Extended Standby Mode
When the SM[2:0] bits are set to '111', and an external clock option is selected, the SLEEP instruction puts the MCU into Extended Standby mode, similar to Power-Save but with the oscillator running. The device wakes up in six clock cycles.
| Layer | What it does | Your interaction |
|---|---|---|
| HAL (Arduino + avr-libc) | Sets SMCR bits for you | Easy, high-level |
| Assembly (sleep) | Executes sleep instruction | Uses SMCR settings |
| Hardware (SMCR register) | Controls sleep mode | Hidden unless accessed manually |
Summary Table: SMCR Differences Across AVR Families
| Feature | tinyAVR | megaAVR | XMEGA |
|---|---|---|---|
| Register name | SMCR | SMCR | SLEEP.CTRL |
| Sleep enable bit | Yes (SE) | Yes (SE) | No |
| Mode bits | SM1:SM0 (sometimes SM2) | SM2:SM0 | SLEEPMODE1:0 |
| Number of modes | 3–4 | 5–6 | 4 |
| Power save mode | Rare | Yes | Yes |
| Standby mode | Some models | Yes | Yes |
| Extended Standby | Rare | Yes | Yes |
| Architecture | Simple | Standard | Advanced |
AVR® 8-bit microcontrollers include several sleep modes to save power. The AVR device can also lower power consumption by shutting down the clock for select peripherals via a register setting. That register is called the Power Reduction Register (PRR), as presented in Fig. 2. The Power Reduction Register (PRR) is another place where AVR families differ quite a bit — sometimes even more than SMCR. If SMCR controls how deeply the CPU sleeps, then PRR controls which peripherals are powered at all.

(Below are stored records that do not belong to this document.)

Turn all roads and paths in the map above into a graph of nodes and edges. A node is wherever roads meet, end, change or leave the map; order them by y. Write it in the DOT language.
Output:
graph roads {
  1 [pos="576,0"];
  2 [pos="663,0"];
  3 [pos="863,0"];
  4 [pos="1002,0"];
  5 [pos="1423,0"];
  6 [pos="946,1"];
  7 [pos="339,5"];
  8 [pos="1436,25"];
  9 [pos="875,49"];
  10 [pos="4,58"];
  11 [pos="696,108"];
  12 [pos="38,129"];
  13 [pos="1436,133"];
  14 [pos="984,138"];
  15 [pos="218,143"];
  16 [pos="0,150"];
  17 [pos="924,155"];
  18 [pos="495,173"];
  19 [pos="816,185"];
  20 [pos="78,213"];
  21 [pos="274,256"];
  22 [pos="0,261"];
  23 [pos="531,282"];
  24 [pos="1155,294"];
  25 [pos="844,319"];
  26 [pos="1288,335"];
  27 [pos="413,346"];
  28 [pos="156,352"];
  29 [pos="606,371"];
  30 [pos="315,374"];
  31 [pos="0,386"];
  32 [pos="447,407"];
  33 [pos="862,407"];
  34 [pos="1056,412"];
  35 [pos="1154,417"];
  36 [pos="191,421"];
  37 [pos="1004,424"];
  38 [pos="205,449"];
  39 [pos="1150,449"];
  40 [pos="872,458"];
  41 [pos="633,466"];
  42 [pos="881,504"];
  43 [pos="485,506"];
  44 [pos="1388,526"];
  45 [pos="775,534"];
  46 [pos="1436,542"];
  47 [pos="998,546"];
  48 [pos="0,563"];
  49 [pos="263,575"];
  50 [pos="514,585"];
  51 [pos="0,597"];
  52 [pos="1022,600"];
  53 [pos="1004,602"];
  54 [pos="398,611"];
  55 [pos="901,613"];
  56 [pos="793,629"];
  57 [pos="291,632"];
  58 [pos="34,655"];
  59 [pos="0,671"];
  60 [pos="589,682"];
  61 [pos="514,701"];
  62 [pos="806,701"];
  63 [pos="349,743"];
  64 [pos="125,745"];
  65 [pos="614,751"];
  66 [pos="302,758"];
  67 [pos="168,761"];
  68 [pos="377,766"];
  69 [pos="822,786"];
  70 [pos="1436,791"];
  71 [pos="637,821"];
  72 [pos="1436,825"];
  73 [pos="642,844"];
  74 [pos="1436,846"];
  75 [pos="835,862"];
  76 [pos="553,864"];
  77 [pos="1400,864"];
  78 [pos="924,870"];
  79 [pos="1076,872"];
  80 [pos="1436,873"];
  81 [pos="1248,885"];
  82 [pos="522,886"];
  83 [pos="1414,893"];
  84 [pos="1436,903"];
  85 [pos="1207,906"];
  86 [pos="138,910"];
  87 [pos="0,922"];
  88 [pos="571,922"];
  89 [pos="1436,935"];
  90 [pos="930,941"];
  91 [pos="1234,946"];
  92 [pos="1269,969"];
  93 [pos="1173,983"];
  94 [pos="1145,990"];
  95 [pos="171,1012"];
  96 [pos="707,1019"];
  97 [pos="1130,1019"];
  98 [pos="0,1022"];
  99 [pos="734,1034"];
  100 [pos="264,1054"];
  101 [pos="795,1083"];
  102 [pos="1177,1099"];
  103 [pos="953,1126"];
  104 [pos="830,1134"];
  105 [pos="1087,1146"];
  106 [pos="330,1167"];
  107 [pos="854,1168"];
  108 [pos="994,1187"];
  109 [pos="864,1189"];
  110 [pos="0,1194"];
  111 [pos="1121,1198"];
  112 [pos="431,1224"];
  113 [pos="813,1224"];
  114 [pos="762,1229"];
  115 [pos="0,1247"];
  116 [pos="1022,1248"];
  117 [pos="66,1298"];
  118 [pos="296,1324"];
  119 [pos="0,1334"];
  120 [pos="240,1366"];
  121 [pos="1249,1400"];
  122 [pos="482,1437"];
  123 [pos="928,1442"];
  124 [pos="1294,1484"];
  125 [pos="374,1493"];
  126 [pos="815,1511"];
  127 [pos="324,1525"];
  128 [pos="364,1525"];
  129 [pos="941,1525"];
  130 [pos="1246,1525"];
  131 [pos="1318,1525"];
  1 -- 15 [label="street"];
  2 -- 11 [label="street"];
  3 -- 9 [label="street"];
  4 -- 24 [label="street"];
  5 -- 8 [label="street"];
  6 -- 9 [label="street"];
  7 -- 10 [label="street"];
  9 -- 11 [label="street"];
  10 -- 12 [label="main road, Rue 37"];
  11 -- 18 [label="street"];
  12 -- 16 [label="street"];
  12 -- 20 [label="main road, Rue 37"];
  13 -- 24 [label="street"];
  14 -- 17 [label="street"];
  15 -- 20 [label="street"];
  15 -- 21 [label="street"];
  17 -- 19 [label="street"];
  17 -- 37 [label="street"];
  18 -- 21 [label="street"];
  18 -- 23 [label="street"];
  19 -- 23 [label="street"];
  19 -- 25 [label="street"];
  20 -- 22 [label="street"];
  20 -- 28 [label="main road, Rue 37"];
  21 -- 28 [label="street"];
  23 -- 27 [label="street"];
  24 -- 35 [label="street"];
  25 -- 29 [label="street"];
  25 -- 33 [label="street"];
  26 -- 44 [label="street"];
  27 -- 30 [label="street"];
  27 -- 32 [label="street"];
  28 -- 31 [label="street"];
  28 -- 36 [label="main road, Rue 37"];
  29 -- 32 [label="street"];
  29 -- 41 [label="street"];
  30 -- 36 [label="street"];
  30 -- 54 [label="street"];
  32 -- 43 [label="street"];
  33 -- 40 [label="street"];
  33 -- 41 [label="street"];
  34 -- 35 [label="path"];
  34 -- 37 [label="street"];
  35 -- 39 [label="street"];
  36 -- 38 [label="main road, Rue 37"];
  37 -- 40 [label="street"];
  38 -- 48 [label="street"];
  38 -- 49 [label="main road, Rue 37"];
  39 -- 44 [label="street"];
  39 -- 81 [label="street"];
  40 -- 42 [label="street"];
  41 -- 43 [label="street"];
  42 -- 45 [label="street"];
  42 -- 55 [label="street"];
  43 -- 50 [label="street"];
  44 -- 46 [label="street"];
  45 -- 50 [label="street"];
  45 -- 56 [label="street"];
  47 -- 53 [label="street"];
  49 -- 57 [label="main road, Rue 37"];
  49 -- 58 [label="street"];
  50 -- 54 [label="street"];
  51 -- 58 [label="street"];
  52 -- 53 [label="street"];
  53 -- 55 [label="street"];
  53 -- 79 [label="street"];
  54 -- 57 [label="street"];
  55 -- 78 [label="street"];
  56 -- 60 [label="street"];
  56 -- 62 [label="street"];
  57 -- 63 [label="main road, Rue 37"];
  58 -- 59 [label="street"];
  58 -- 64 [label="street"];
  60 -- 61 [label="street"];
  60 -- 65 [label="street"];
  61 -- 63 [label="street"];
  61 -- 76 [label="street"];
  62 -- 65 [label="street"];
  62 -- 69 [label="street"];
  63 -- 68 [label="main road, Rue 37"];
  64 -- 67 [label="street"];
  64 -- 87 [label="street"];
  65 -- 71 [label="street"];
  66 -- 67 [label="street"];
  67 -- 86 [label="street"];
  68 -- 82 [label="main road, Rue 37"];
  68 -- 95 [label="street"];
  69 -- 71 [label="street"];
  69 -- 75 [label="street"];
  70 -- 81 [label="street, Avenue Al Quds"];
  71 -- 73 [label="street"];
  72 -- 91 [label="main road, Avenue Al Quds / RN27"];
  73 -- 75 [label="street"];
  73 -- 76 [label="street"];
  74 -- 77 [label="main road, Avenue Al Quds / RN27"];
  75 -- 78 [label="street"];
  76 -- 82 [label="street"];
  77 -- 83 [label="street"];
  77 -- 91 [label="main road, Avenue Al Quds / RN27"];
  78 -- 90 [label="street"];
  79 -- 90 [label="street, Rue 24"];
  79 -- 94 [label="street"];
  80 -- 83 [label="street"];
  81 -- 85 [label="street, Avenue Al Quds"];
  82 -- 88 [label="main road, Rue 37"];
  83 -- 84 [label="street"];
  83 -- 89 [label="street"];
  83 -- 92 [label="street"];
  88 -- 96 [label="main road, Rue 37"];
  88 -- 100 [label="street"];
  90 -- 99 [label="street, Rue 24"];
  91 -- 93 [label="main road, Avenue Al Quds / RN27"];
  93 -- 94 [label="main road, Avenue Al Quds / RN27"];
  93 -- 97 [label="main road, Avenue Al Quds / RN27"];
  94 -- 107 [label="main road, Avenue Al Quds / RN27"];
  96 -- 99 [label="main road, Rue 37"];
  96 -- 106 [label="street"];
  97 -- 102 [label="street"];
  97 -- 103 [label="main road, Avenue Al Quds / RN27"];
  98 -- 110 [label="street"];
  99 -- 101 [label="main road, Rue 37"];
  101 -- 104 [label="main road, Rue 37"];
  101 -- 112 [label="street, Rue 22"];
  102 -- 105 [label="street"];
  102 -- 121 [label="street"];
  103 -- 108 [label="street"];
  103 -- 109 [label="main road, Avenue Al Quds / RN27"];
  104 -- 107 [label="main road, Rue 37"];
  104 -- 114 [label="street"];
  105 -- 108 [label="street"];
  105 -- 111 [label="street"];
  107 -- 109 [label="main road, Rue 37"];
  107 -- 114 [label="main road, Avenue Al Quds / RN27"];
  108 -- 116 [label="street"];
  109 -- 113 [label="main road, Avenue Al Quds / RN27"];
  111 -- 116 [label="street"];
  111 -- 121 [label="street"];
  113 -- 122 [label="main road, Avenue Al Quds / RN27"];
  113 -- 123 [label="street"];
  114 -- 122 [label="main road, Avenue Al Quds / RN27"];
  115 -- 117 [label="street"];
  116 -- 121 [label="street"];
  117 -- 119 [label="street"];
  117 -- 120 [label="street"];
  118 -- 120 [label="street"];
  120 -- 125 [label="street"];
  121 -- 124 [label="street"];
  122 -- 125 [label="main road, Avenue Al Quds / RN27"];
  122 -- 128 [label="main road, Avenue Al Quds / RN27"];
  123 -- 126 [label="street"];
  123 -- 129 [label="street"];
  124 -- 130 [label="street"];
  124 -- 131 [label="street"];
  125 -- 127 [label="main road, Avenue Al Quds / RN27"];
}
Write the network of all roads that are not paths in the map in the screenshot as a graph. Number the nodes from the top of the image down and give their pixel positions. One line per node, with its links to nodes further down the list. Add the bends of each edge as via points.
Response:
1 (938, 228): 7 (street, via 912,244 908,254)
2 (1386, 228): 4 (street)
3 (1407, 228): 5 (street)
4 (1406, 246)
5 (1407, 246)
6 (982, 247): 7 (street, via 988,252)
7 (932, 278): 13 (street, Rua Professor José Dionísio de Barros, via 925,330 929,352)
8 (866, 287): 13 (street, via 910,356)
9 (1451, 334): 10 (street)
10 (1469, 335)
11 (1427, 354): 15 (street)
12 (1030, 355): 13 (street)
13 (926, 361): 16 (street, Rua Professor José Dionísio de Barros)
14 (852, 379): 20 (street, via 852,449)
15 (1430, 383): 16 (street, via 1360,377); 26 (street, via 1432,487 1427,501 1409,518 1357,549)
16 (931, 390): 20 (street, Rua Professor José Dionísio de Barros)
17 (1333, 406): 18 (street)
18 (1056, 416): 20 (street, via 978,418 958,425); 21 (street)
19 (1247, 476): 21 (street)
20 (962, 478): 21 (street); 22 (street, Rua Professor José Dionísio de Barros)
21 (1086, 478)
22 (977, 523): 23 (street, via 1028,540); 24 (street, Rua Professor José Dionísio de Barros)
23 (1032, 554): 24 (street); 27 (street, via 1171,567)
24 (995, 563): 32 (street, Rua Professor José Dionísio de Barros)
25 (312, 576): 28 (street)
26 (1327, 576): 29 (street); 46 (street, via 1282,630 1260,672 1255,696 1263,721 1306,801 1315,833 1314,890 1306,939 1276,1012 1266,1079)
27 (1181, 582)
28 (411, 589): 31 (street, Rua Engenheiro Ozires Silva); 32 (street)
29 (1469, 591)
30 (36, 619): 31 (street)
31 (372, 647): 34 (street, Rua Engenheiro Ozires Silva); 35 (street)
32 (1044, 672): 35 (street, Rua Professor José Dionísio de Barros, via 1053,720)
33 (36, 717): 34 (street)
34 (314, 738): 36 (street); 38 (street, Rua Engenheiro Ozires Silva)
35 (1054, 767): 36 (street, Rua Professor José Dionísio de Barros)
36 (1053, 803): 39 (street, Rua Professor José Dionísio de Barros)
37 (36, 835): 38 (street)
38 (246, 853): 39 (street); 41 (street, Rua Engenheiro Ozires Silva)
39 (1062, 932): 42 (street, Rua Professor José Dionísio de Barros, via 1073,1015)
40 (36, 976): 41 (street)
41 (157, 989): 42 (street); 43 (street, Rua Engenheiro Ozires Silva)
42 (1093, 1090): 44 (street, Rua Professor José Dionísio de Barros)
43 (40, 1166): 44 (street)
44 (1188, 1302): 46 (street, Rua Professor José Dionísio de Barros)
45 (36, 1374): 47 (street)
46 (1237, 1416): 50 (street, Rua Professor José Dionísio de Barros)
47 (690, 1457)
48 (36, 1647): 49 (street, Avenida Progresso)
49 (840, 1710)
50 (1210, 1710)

The PRR provides a runtime method to stop the clock to select individual peripherals. The peripheral is currently frozen, and the I/O registers cannot be read or written. Resources used by the peripheral when stopping the clock will remain committed. Hence, the peripheral should, in most cases, be disabled before stopping the clock. Waking up a module by clearing the bit in PRR puts it back into the state it was in before shutdown. The PRR clock shutdown can be used in Idle and Active modes to significantly reduce overall power consumption. In all other sleep modes, the clock is already stopped.
PRR Differences Across AVR Families
| Feature | tinyAVR | megaAVR | XMEGA |
|---|---|---|---|
| PRR exists | Sometimes | Yes | No (replaced by PR.* registers) |
| Number of registers | 0–1 | 1–2 | Many |
| Peripheral coverage | Very limited | Full | Very granular |
| Architecture | Simple | Standard | Advanced |
| Arduino support | Partial | Full | None (Arduino doesn’t support XMEGA) |
Tips to Minimise Power Consumption.
- Analogue to Digital Converter (ADC): Disable the ADC before entering sleep modes to save power.
- Analogue Comparator: Disable the Analogue Comparator in Idle and ADC Noise Reduction modes if not used.
- Brown-Out Detector (BOD): Turn off the BOD if not needed, as it consumes power in all sleep modes.
- Internal Voltage Reference: Disable it if not needed by the ADC, Analogue Comparator, or BOD.
- Watchdog Timer: Turn off the Watchdog Timer if not needed, as it consumes power in all sleep modes.
- Port Pins: Configure port pins to minimise power usage, ensuring no pins drive resistive loads.
- On-chip Debug System: Disable the On-chip debug system if not needed, as it consumes power in sleep modes.